Il fisco italiano non merita fiducia: il caso degli investimenti in ricerca
Edoardo Narduzzi – Italia Oggi
Nei paesi avanzati le norme fiscali retroattive non sono pensabili. In sistemi fiscali meno rispettosi dei diritti dei contribuenti può accadere che un contribuente scopra a fine anno che la sua fiscalità è stata modificata con effetti che si iniziano a produrre dal precedente gennaio, mai nei paese dell’Ocse. L’Italia, purtroppo, rappresenta un’eccezione anche a questa regola di civiltà.Il governo Renzi, ad esempio, con l’ultima legge di Stabilità ha modificato con effetto retroattivo almeno tre norme fiscali: quella sulla riduzione dell’Irap del 10%; quella sul regime fiscale di fondi pensione e della casse previdenziali private; quella relativa al credito di imposta sugli investimenti in ricerca. Il caso dell’abrogazione retroattiva per l’intero 2014 del credito di imposta sulle spese di R&D è, poi, perfino paradossale nella sua attuazione. Perché penalizza due volte le imprese che hanno creduto nella serietà della Repubblica italiana.
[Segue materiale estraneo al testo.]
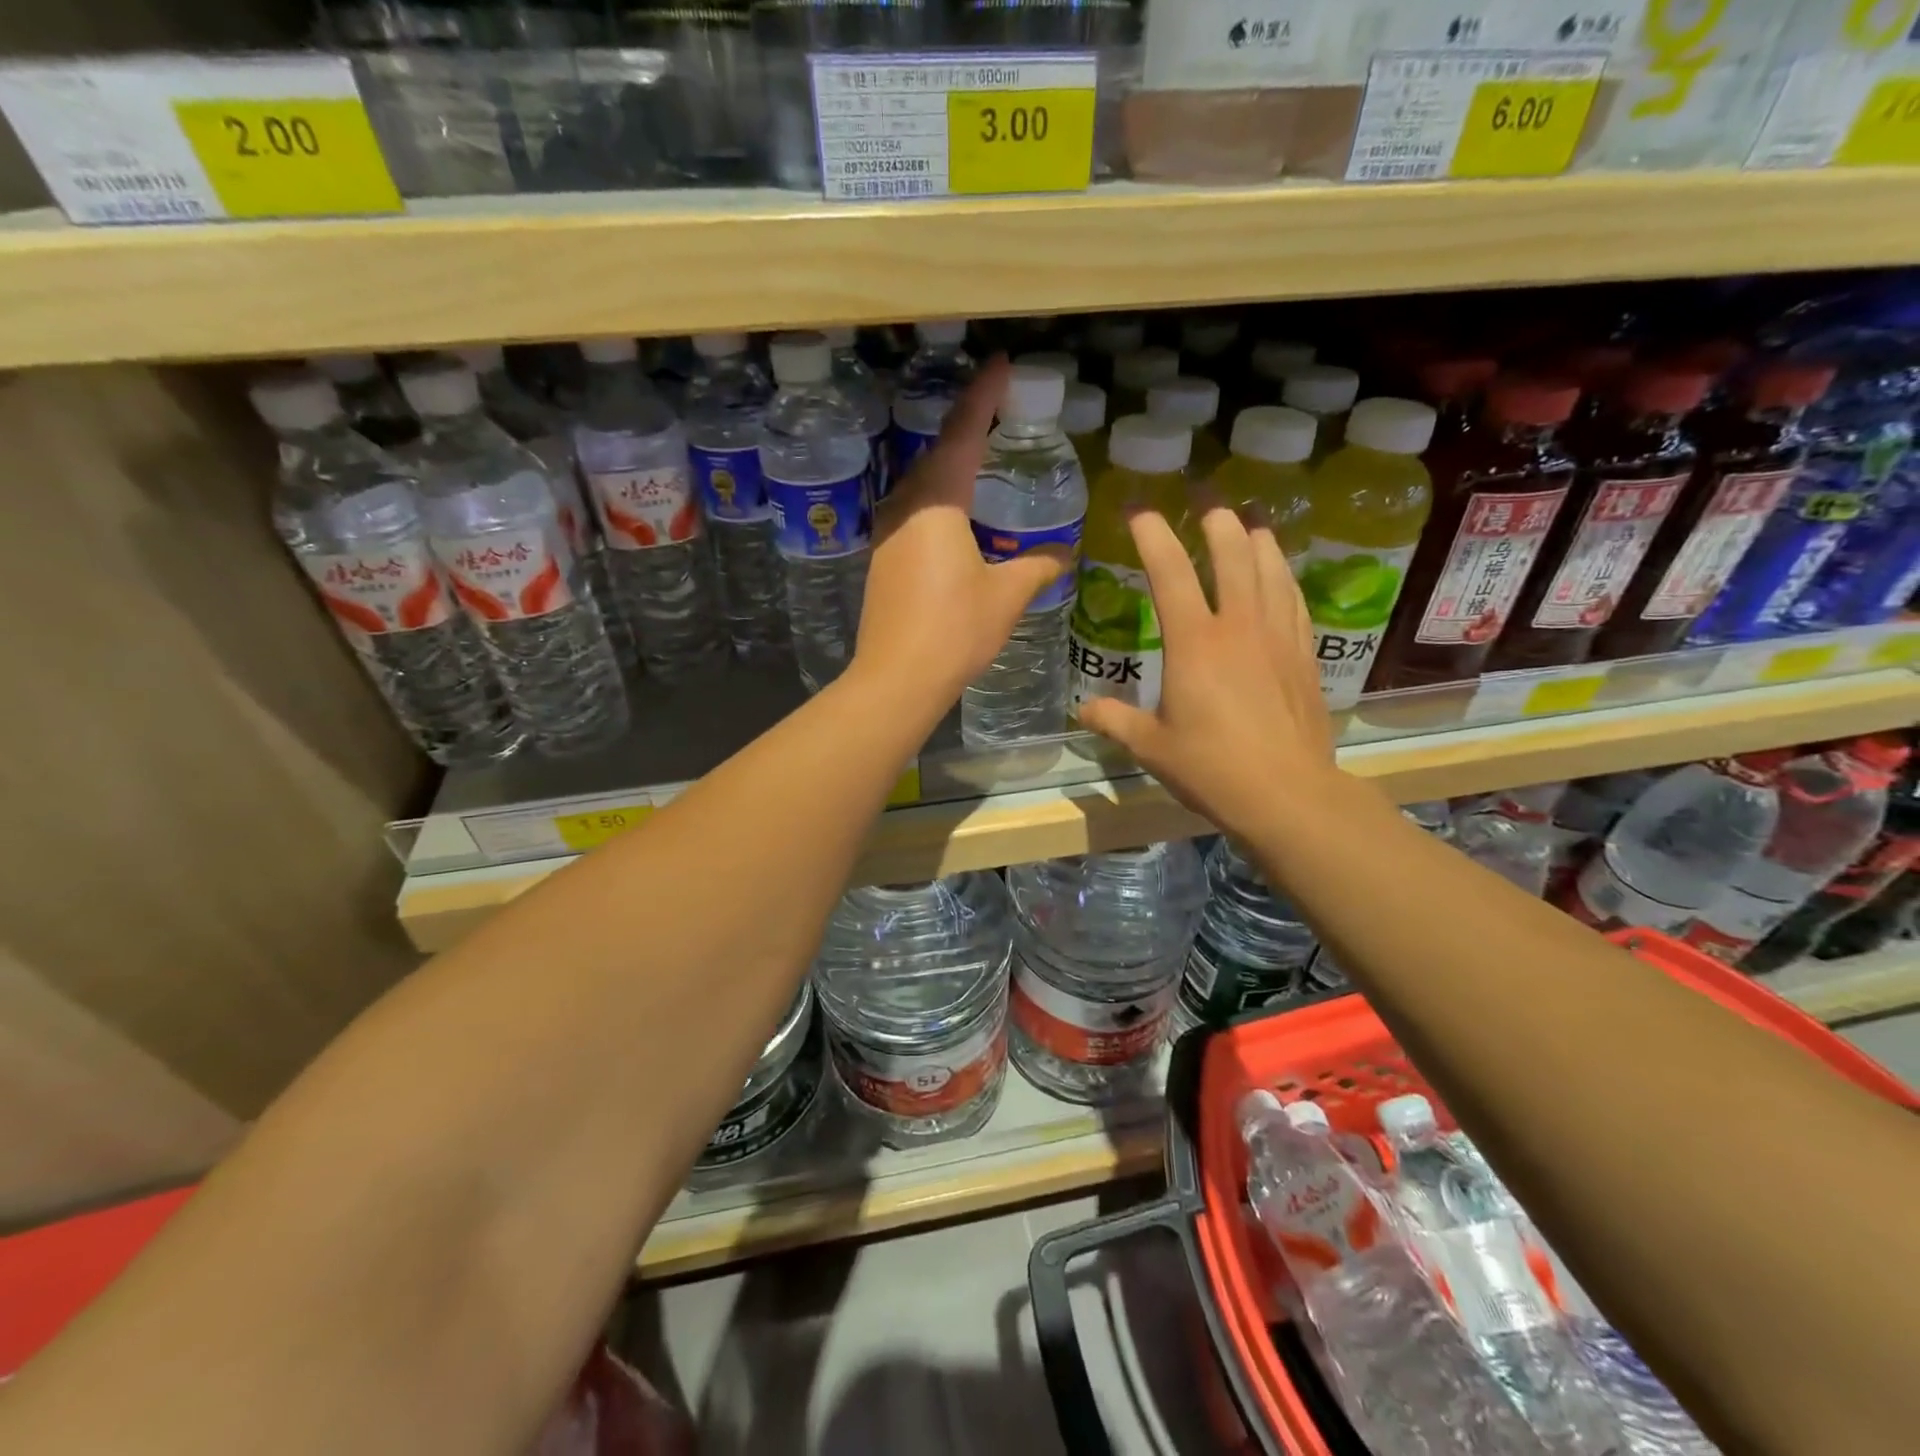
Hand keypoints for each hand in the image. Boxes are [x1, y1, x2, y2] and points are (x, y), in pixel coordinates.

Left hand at [852, 356, 1071, 705]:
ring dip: (950, 468)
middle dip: (967, 429)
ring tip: (980, 460)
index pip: (963, 434)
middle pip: (938, 455)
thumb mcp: (1006, 596)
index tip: (1000, 366)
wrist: (897, 677)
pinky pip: (913, 513)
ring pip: (921, 485)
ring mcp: (888, 533)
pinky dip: (938, 502)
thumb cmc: (955, 630)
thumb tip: (1062, 554)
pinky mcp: (882, 559)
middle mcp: (906, 507)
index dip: (983, 398)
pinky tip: (956, 516)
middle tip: (997, 412)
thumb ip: (1036, 567)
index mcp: (938, 503)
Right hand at [1076, 507, 1339, 838]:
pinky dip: (1284, 578)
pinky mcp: (1304, 655)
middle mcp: (1239, 627)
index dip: (1153, 536)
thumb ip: (1115, 721)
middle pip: (1233, 554)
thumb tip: (1084, 710)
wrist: (1287, 794)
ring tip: (1250, 521)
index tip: (1140, 511)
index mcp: (1195, 643)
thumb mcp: (1151, 747)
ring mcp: (1278, 637)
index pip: (1170, 572)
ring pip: (1272, 569)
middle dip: (1217, 521)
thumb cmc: (1211, 768)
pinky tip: (1281, 575)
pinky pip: (1294, 601)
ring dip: (1258, 539)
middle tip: (1206, 502)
Il governo Letta aveva introdotto, con decreto legge, data l’urgenza e l’importanza della materia, un credito di imposta del 50% sugli investimenti incrementali rispetto alla media del triennio 2011/13 per l’anno 2014. Supponiamo, come è sicuramente accaduto, che un’impresa abbia investito nel 2014 in attività di ricerca 500mila euro per dotarsi di una nuova offerta per vendere all’estero, visto lo stallo della domanda interna. L’impresa, nel fare il calcolo del costo effettivo del suo investimento e del periodo di payback, ha sicuramente incluso i 250mila euro di credito di imposta (supponiamo che non avesse fatto alcun investimento in R&D nel triennio precedente). Ora, in assenza del credito di imposta, il periodo di recupero dell’investimento raddoppia e quindi la convenienza in termini di cash flow generato si riduce di molto. A fine 2014, poi, la stessa impresa ha scoperto che il governo Renzi ha abrogato retroattivamente la norma che era stata determinante per indurla a investire in innovazione e l’ha lasciata da sola nel dover fronteggiare la copertura finanziaria dei 250mila euro che mancano nel suo piano. Con l’aggravante che, avendo creduto nella serietà fiscale dell’Italia, adesso di ritrova anche 500mila euro di investimenti in ricerca che entrano nel computo del nuovo triennio di franchigia introdotto dal governo Renzi. Se investirà altri 500mila euro in ricerca nel 2015 non avrà diritto ad alcun credito di imposta, stante la legge di stabilità attuale, e per recuperare i 250mila, teoricamente a lei spettanti nel 2014, dovrà investire addirittura 1,5 milioni di euro nel 2015: il credito di imposta è stato dimezzato al 25% e va decurtata la franchigia di 500 mila euro. Insomma cornuto e mazziato. Poi Renzi non può meravigliarsi se l’Italia fa poca innovazione e il pil ristagna.